[Data extracted from a collection]
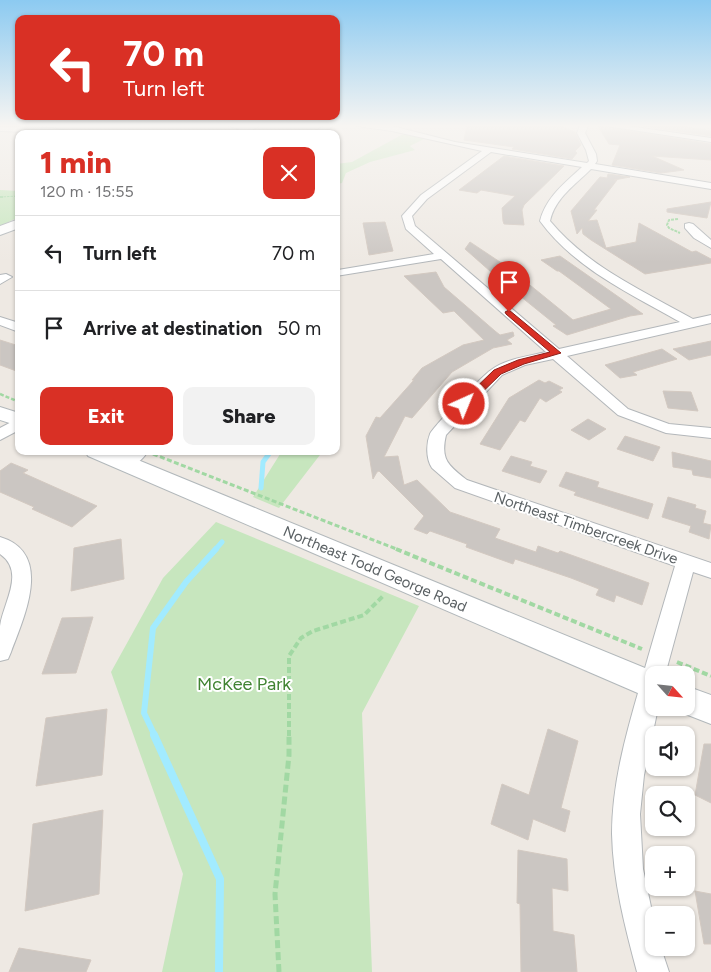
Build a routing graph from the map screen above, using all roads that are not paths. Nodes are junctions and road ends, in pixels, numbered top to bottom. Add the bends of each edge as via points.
1 (459, 171) edge
2 (583, 171) edge
3 (624, 171) edge
4 (706, 176) dead end
5 (699, 183) junction
6 (711, 186) edge
7 (15, 225) edge
8 (689, 226) dead end
9 (0, 231) edge
10 (711, 245) edge
11 (441, 256) junction
12 (340, 273) edge
13 (711, 319) edge
14 (0, 321) edge
15 (691, 323) junction
16 (15, 327) edge
17 (557, 353) junction
18 (0, 413) edge
19 (15, 420) edge
20 (15, 425) edge
21 (711, 433) edge
22 (0, 435) edge
23 (137, 455) edge
24 (0, 544) edge
25 (686, 562) junction
26 (711, 571) edge
27 (0, 652) edge
28 (657, 666) edge
29 (645, 677) edge
30 (695, 704) edge
31 (711, 710) edge
32 (645, 713) edge
33 (653, 972) edge

1 - 11 street via 424,197 407,216 410,227
2 - 15 street via 552,202 545,212 545,221 562,241 592,265
3 - 5 street
4 - 5 street
5 - 6 street
7 - 9 main road
8 - 10 street
11 - 12 street
11 - 17 street
13 - 15 street
14 - 16 street
15 - 17 street
17 - 21 street via 623,412 650,424 686,433
17 - 25 street, Northeast Timbercreek Drive via 497,372 438,434 435,446 438,464 461,484
18 - 19 main road
20 - 22 street
23 - 29 main road, Northeast Todd George Road
24 - 27 street via 15,555 22,577 20,597
25 - 26 street, Northeast Timbercreek Drive
25 - 28 street
30 - 31 main road
32 - 33 street via 628,796 626,834 638,923

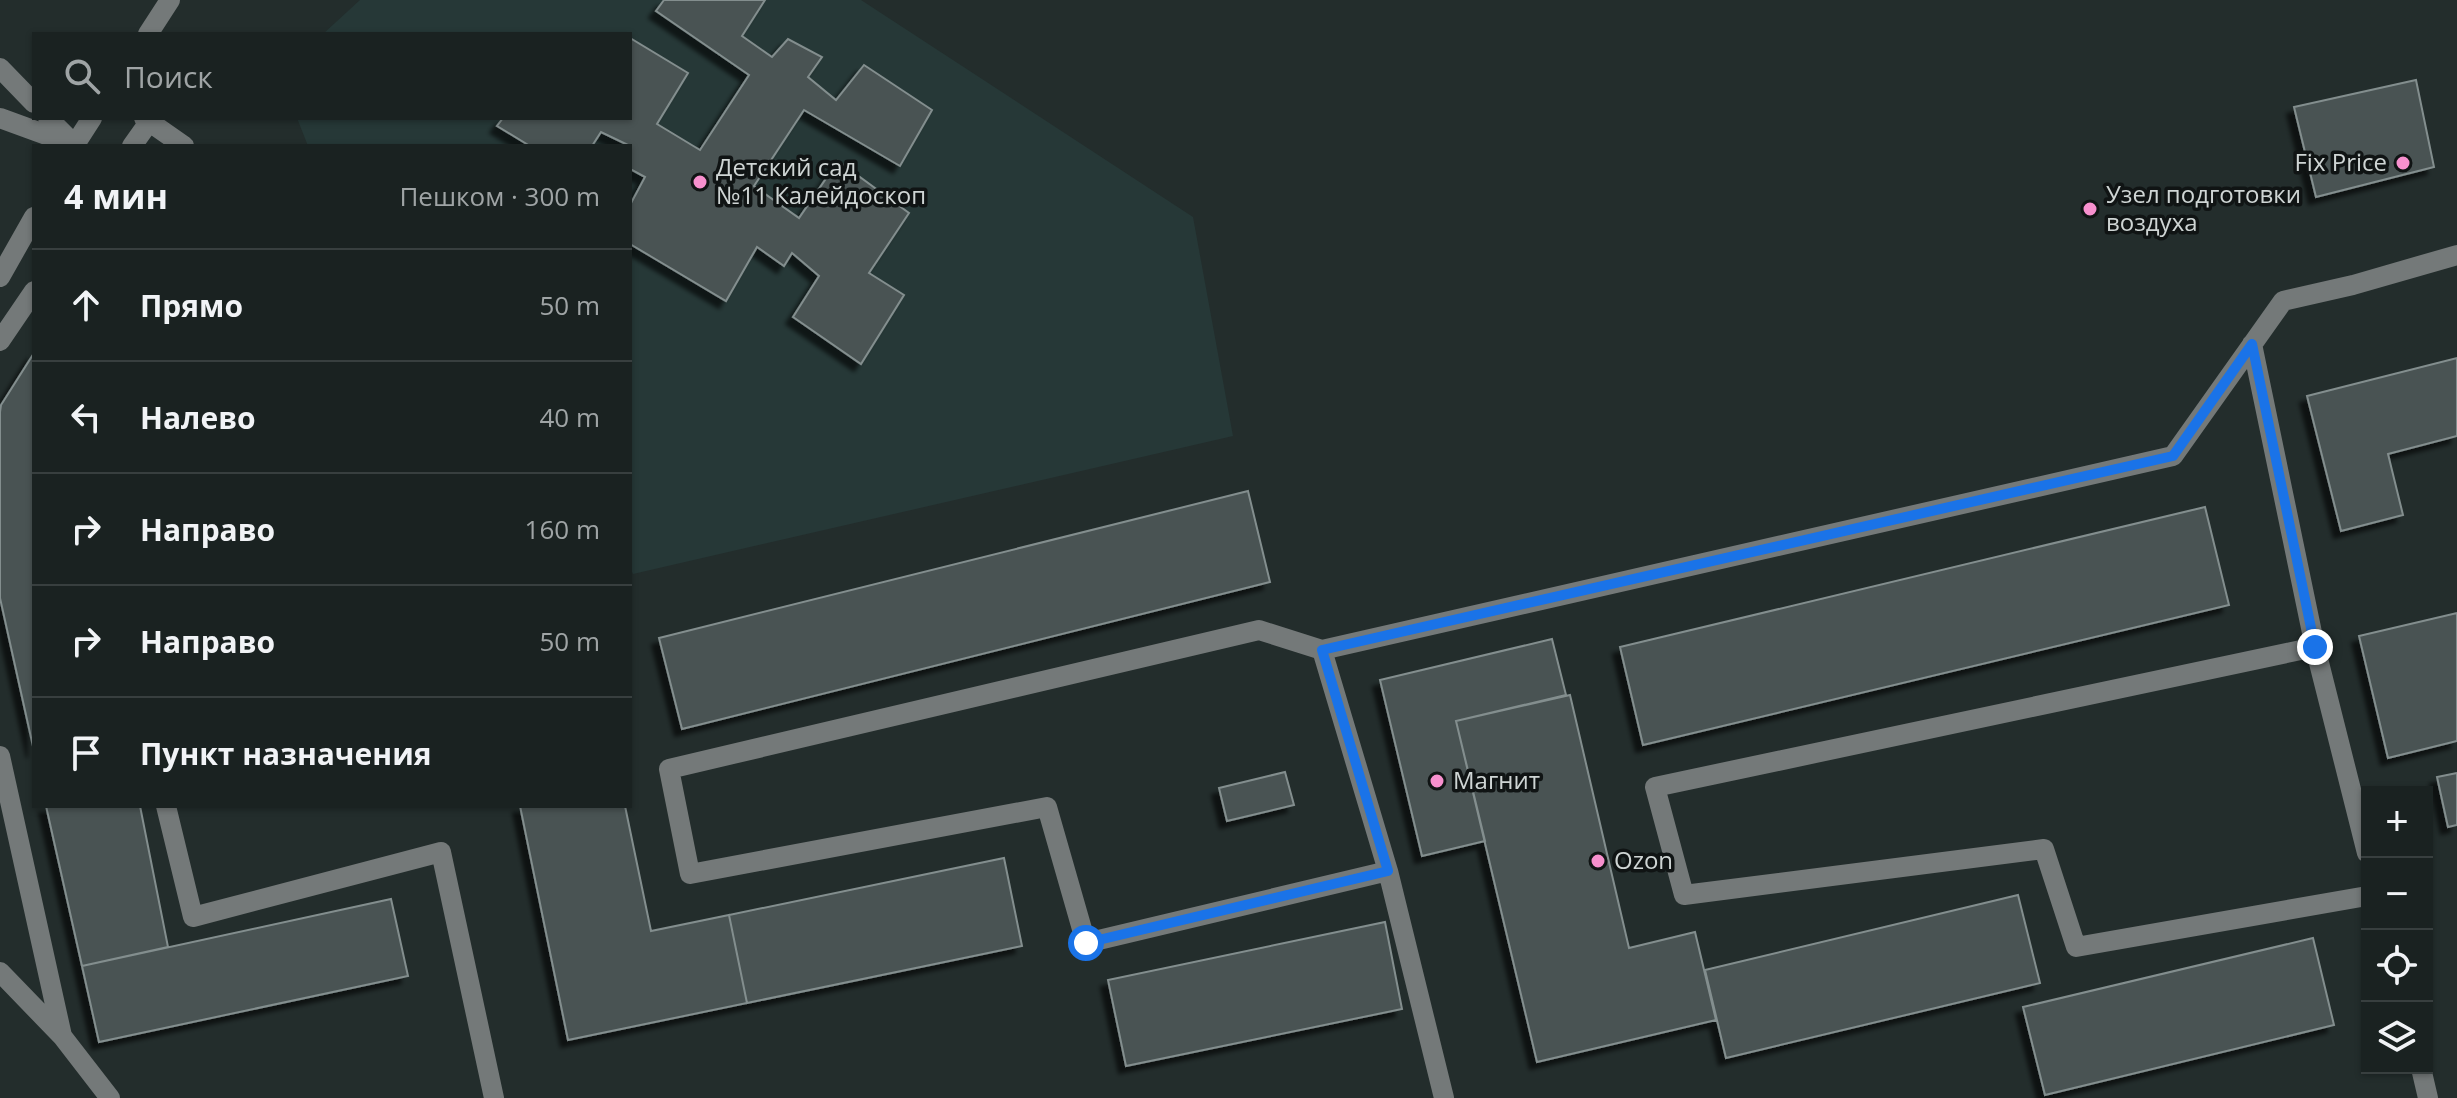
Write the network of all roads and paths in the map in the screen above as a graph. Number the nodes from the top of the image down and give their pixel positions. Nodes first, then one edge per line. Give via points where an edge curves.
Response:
1 (170, 0) edge
2 (149, 32) edge
3 (0, 68) edge
4 (32, 101) edge
5 (0, 118) edge
6 (50, 120) edge
7 (91, 120) edge
8 (146, 120) edge
9 (69, 144) edge
10 (72, 144) edge
11 (75, 144) edge
12 (133, 144) edge
13 (181, 144) edge
14 (32, 221) edge
15 (2457, 255) edge
16 (0, 277) edge
17 (32, 294) edge
18 (0, 341) edge
19 (2252, 344) junction
20 (2315, 647) junction
21 (1322, 650) junction
22 (0, 756) edge
23 (166, 808) edge
24 (2361, 829) edge
25 (1388, 871) junction
26 (2361, 897) edge
27 (0, 972) edge
28 (62, 1036) junction
29 (2422, 1074) edge
30 (110, 1098) edge
31 (494, 1098) edge
32 (1444, 1098) edge
33 (2428, 1098) edge

1 - 2 street
3 - 4 street
5 - 9 street
6 - 10 street
7 - 11 street
8 - 12 street
8 - 13 street
14 - 16 street
15 - 19 street via 2283,301
17 - 18 street
19 - 20 street
19 - 21 street via 2173,456
20 - 24 street
20 - 26 street via 1655,787 1684,895 2044,849 2076,947
21 - 25 street
21 - 25 street via 1259,630 669,769 690,874 1047,807 1086,943
22 - 28 street
23 - 31 street via 193,917 441,852
25 - 32 street
27 - 28 street
28 - 30 street
29 - 33 street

EXERCISE PROMPT
Start copying at the line that contains "Write the network" and stop after the last line of the records, keeping every line exactly.

EXERCISE RESPONSE
Write the network of all roads and paths in the map in the screen above as a graph. Number the nodes from the top of the image down and give their pixel positions. Nodes first, then one edge per line. Give via points where an edge curves.
Response:
1 (170, 0) edge
2 (149, 32) edge
3 (0, 68) edge
4 (32, 101) edge
5 (0, 118) edge
6 (50, 120) edge
7 (91, 120) edge
8 (146, 120) edge
9 (69, 144) edge
10 (72, 144) edge
11 (75, 144) edge
12 (133, 144) edge
13 (181, 144) edge
14 (32, 221) edge
15 (2457, 255) edge
16 (0, 277) edge
17 (32, 294) edge
18 (0, 341) edge
19 (2252, 344) junction
20 (2315, 647) junction
21 (1322, 650) junction
22 (0, 756) edge
23 (166, 808) edge
24 (2361, 829) edge
25 (1388, 871) junction
26 (2361, 897) edge
27 (0, 972) edge
28 (62, 1036) junction
29 (2422, 1074) edge
30 (110, 1098) edge
31 (494, 1098) edge
32 (1444, 1098) edge
33 (2428, 1098) edge

1 - 2 street
3 - 4 street
5 - 9 street
6 - 10 street
7 - 11 street
8 - 12 street
8 - 13 street
14 - 16 street
15 - 19 street via 2283,301
17 - 18 street
19 - 20 street
19 - 21 street via 2173,456
20 - 24 street
20 - 26 street via 1655,787 1684,895 2044,849 2076,947
21 - 25 street
21 - 25 street via 1259,630 669,769 690,874 1047,807 1086,943
22 - 28 street
23 - 31 street via 193,917 441,852
25 - 32 street
27 - 28 street
28 - 30 street
29 - 33 street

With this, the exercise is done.